Before that, let us take a quick detour in Quadratic Residues.

$$h=g^2 \pmod P$$

• $h$ is a QR if $h=g^2\pmod P$.
• 1/2 of $\mathbb{Z}_P^*$ are QR.
• We can tell efficiently if $h$ is a QR by evaluating $h^{(P-1)/2}\overset{?}=1 \pmod P$.
• $h=g^x$ is a QR if and only if $x$ is even.

Use the facts of quadratic residue in $\mathbb{Z}_P^*$, we know the following statements are equivalent.

• $g^{xy}$ is a QR.
• iff $xy$ is even.
• iff $x$ is even or $y$ is even.
• iff $g^x$ is a QR or $g^y$ is a QR.

Now, we can distinguish between $(P,g,g^x,g^y,g^{xy})$ and $(P,g,g^x,g^y,u)$.

$g^{xy}$ is a quadratic residue with probability $3/4$ while $u$ is a quadratic residue with probability $1/2$.

So the advantage for distinguishing is $1/4$.

Thus, we need to refine our assumption.

Looking at the core reason behind the above attack, we see that there is a 1/2 chance that $g^x$ falls into a subgroup (the subgroup of quadratic residues, to be precise) and once that happens, $g^{xy}$ is also in the subgroup no matter what $y$ is.

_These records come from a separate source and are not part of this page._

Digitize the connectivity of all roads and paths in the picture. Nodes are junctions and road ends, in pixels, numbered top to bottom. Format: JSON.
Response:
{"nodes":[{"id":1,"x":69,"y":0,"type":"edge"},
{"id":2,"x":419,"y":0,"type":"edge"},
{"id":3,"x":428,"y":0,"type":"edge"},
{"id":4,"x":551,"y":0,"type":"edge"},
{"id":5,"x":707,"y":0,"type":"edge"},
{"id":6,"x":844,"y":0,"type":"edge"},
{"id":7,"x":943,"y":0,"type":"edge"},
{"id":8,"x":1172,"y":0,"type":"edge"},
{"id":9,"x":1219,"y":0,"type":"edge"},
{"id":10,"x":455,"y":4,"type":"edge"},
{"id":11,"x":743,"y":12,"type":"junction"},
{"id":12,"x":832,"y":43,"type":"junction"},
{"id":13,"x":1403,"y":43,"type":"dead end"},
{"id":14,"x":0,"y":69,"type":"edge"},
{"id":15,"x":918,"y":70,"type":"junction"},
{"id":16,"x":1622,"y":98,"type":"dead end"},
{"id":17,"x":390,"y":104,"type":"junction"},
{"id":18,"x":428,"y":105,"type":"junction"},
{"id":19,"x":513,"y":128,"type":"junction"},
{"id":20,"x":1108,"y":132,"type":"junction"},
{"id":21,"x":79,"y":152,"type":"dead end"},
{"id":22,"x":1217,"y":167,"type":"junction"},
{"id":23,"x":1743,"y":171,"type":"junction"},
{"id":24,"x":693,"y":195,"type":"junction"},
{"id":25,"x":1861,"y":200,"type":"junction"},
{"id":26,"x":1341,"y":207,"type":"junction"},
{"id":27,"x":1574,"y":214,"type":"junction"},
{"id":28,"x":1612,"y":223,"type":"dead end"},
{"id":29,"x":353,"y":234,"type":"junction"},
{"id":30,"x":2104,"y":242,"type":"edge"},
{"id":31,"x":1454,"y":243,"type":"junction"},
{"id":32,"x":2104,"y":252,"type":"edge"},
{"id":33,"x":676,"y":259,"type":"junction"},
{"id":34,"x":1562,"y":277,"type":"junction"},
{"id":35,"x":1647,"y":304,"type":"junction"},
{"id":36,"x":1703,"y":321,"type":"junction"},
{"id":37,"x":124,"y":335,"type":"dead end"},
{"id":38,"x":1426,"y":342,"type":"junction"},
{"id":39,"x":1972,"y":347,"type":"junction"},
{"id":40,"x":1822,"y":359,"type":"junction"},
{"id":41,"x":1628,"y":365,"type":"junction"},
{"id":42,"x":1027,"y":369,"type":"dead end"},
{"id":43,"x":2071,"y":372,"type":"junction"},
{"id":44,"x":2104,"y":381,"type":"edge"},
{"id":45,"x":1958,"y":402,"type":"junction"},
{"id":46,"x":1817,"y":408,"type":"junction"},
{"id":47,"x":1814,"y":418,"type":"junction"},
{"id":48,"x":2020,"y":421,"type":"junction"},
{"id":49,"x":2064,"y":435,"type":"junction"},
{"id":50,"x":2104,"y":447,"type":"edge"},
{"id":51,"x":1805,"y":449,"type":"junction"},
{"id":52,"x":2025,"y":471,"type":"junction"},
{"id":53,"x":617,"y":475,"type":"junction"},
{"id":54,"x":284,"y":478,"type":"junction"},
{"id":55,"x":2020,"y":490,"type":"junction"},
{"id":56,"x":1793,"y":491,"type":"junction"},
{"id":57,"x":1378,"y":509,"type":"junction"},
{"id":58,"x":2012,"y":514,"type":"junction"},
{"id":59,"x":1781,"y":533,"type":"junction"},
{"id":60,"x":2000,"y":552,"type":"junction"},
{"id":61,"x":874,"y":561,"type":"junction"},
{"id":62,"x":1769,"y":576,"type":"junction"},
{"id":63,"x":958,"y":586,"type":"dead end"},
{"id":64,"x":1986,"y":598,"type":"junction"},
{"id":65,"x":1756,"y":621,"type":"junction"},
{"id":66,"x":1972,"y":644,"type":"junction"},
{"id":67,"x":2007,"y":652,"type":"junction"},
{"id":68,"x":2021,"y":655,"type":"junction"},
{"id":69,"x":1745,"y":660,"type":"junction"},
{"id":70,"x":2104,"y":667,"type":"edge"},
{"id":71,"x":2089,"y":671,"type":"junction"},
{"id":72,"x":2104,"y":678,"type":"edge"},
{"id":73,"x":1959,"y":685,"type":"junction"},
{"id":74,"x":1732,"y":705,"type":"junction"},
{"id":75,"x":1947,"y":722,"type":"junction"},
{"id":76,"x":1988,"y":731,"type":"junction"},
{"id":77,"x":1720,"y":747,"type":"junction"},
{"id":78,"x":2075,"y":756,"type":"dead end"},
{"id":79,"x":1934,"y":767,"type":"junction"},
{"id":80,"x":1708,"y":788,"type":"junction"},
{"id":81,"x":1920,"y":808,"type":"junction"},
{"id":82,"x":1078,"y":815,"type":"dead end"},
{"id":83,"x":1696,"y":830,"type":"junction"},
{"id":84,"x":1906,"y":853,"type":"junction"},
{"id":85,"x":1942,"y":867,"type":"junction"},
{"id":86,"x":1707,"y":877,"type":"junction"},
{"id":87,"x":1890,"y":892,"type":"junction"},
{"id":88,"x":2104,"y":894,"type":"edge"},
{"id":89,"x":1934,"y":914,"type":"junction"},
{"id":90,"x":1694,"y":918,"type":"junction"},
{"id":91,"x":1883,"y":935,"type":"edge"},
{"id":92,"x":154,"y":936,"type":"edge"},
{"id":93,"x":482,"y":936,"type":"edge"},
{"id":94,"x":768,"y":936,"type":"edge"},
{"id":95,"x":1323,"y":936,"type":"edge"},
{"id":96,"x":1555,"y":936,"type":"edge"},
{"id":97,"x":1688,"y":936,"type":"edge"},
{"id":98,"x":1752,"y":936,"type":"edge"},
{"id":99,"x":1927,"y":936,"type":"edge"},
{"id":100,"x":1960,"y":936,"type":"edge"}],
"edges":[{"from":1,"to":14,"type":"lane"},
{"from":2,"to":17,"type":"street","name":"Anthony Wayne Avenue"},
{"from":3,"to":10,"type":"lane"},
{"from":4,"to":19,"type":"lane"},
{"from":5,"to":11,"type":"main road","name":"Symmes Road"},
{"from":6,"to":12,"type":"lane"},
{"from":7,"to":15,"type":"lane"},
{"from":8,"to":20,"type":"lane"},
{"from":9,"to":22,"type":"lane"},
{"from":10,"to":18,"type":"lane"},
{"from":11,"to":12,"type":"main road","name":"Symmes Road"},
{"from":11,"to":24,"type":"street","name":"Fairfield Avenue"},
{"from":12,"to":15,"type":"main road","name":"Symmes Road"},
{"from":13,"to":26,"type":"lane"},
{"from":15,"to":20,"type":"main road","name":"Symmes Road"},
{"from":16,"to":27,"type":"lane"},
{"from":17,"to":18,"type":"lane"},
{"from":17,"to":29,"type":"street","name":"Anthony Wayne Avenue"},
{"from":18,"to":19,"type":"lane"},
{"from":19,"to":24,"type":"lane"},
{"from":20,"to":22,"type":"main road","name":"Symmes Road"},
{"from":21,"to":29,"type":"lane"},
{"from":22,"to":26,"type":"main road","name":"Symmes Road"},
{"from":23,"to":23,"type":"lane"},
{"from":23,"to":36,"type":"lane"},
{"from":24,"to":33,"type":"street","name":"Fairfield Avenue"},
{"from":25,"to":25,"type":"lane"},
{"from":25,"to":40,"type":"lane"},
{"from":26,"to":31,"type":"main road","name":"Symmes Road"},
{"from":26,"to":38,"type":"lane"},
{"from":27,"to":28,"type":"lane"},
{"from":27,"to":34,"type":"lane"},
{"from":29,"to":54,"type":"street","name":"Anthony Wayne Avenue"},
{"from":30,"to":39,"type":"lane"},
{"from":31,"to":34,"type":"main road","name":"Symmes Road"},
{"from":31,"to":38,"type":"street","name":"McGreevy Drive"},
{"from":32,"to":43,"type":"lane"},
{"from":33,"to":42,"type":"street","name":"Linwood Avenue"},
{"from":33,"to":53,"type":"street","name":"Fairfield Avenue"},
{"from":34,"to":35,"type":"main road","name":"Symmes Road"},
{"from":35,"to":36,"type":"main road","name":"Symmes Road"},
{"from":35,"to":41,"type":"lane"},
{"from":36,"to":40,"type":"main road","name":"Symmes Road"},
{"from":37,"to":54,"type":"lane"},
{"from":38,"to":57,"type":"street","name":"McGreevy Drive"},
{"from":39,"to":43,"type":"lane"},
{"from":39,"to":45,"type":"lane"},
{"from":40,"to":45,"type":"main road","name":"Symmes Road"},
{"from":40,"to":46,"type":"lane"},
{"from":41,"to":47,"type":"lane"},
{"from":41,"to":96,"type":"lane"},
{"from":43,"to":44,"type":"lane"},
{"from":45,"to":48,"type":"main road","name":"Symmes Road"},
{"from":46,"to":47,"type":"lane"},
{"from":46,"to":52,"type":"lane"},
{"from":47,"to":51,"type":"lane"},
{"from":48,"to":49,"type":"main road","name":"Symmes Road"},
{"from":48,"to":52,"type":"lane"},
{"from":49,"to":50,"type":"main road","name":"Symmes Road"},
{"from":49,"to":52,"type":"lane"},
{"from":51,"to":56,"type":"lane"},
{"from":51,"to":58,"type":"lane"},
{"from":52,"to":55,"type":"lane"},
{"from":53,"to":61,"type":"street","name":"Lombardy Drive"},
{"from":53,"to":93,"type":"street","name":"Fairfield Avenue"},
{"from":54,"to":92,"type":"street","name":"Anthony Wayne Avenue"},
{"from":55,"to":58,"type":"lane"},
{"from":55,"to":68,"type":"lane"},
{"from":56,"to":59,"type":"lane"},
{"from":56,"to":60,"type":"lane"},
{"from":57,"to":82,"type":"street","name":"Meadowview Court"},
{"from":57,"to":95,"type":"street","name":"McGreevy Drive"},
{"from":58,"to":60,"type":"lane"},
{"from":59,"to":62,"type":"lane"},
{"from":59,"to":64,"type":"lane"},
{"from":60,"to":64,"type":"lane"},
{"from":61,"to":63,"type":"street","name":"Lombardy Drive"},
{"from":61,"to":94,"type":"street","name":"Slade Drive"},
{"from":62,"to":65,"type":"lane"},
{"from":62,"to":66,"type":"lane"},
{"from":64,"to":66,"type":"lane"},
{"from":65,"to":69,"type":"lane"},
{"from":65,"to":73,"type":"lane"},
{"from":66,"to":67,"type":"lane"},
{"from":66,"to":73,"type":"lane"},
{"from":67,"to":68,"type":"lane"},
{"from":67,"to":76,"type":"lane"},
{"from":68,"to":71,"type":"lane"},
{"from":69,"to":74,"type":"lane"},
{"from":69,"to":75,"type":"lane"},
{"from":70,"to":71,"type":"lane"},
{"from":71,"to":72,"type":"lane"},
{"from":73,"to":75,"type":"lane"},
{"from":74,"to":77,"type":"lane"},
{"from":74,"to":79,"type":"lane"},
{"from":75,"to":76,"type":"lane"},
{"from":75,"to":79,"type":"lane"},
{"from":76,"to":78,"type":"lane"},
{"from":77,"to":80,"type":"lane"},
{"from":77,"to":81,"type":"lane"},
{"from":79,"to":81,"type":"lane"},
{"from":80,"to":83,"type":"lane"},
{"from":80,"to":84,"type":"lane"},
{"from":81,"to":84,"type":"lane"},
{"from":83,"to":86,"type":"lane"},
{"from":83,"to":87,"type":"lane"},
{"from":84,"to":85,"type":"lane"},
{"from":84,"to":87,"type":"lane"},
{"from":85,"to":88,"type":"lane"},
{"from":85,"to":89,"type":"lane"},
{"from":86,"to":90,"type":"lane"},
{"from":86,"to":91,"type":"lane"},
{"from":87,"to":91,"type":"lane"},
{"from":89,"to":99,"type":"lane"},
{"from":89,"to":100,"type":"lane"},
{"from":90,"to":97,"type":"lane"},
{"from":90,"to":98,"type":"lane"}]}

These properties are furthermore detectable in polynomial-time which led us to attack.

A solution is to work with subgroup of $\mathbb{Z}_P^*$ of prime order.

In particular, we will take $P=2Q+1$ to be a safe prime and work with $\mathcal{QR}_P$, the subgroup of quadratic residues in $\mathbb{Z}_P^*$.

$\mathcal{QR}_P$ has order $(P-1)/2=Q$ which is indeed prime!

By virtue of this, every non-identity element of $\mathcal{QR}_P$ is its generator w.r.t. theorem 2.

With this change, we can state the following DDH assumption which is widely believed to be true.

Decisional Diffie-Hellman Assumption (final):

Let $P=2Q+1$ be a random $n$-bit safe prime and let $\mathcal{QR}_P$ denote the subgroup of quadratic residues in $\mathbb{Z}_P^*$.

For a random generator $g$ of $\mathcal{QR}_P$, and random $x,y\in \mathbb{Z}_Q$ and a random number $u\in \mathcal{QR}_P$, there is no polynomial (in $n$) that distinguishes between $(P,g,g^x\pmod P,g^y \pmod P, g^{xy}\pmod P)$ and $(P,g,g^x\pmod P, g^y \pmod P,u\pmod P)$.

Shorthand:

• Hard: distinguish between $(P,g,g^x,g^y,g^{xy})$ and $(P,g,g^x,g^y,u)$.

We know DLOG→CDH→DDH but no implications are known in the reverse directions.

 M. Agrawal, N. Kayal, and N. Saxena. Primes is in p. Annals of mathematics, pages 781–793, 2004.

 D. Angluin. Lecture notes on the complexity of some problems est number theory. 1982.

 A. Kalai. Generating random factored numbers, easily. Journal of Cryptology, 16(4):287–289, 2003.